- Opening Delimiter -

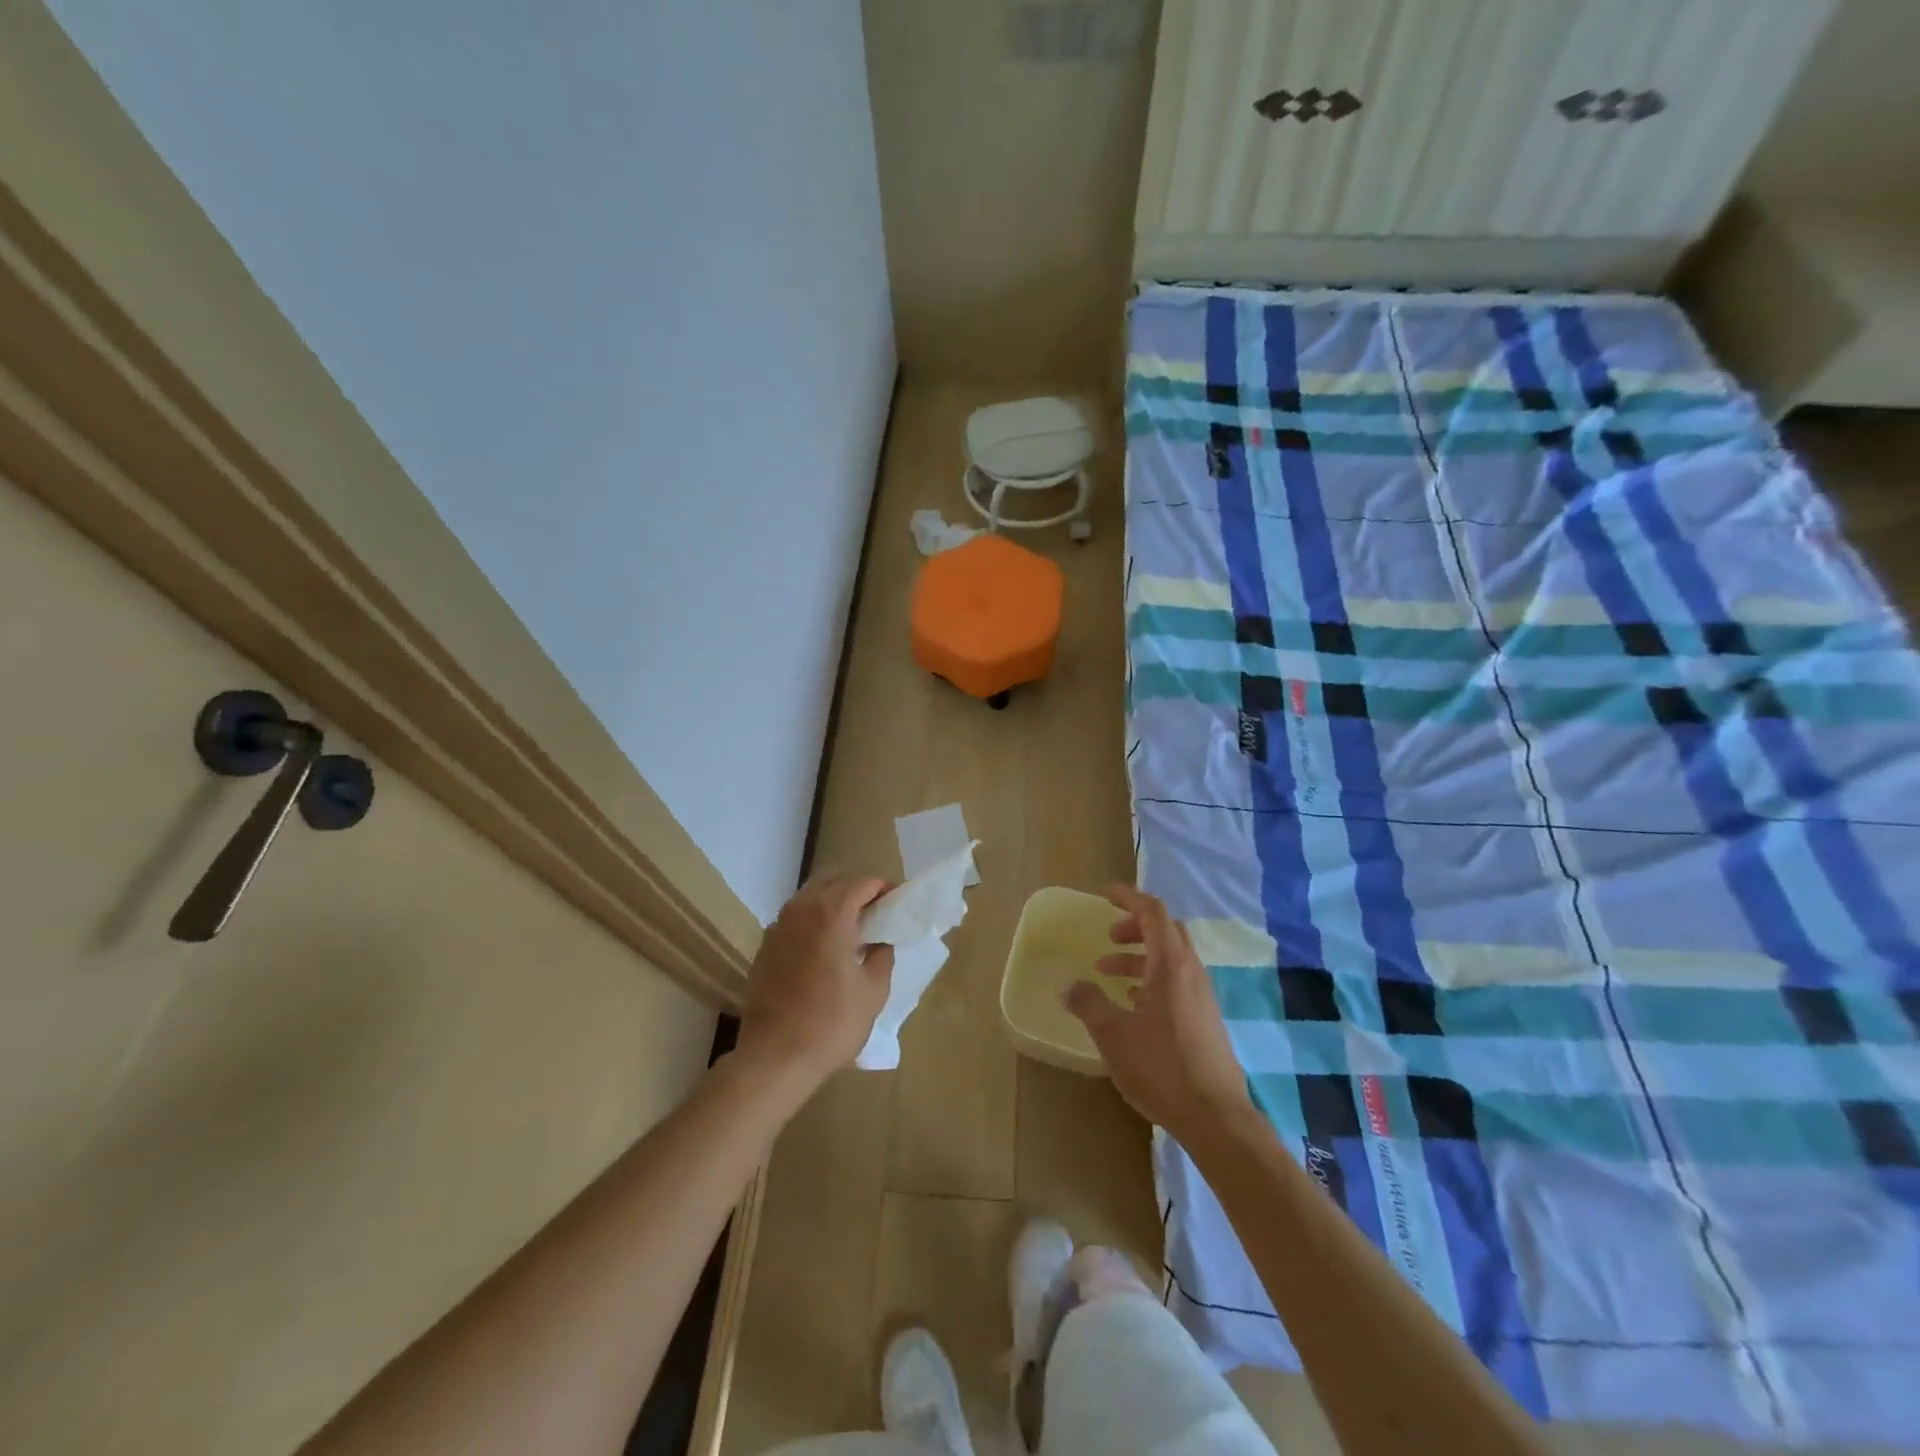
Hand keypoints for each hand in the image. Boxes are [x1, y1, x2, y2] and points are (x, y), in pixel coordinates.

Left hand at [735, 873, 894, 1096]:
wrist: (774, 1058)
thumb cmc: (831, 1023)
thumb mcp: (873, 991)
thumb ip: (882, 955)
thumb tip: (881, 941)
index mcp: (832, 913)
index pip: (863, 882)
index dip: (883, 888)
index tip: (897, 904)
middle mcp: (801, 909)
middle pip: (834, 880)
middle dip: (857, 889)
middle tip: (876, 913)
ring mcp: (778, 926)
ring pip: (810, 895)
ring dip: (833, 902)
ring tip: (852, 930)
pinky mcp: (765, 945)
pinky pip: (794, 917)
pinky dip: (813, 920)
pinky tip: (824, 948)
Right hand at [1064, 884, 1253, 1140]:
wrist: (1216, 1118)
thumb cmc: (1161, 1067)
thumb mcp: (1112, 1034)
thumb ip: (1088, 1003)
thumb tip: (1070, 986)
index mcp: (1171, 965)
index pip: (1153, 912)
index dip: (1128, 897)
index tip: (1104, 895)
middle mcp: (1191, 972)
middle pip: (1165, 931)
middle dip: (1134, 927)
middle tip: (1108, 938)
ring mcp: (1202, 997)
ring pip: (1170, 959)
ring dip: (1139, 957)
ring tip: (1108, 975)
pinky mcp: (1205, 1020)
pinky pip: (1176, 982)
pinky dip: (1152, 979)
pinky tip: (1132, 1006)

- Closing Delimiter -

PROBLEM:
Using only the listing above, restate exactly the lines from the line containing "index pip: (863, 882)" through the line containing "thumb mcp: (1112, 1034)", both included.

ANSWER FOR THIS EXERCISE:
index pip: (863, 882)
index dip: (883, 888)
index tip: (897, 904)
middle mcp: (801, 909)
middle pip: (834, 880)
middle dip: (857, 889)
middle tip: (876, 913)
ring mcp: (778, 926)
ring pip: (810, 895)
ring dip: (833, 902)
ring tip: (852, 930)
pinky mcp: (765, 945)
pinky pip: (794, 917)
pinky dip: (813, 920)
pinky tip: (824, 948)
Right hand at [1064, 884, 1253, 1140]:
wrist: (1216, 1118)
thumb cmc: (1161, 1067)
thumb mcp: (1112, 1034)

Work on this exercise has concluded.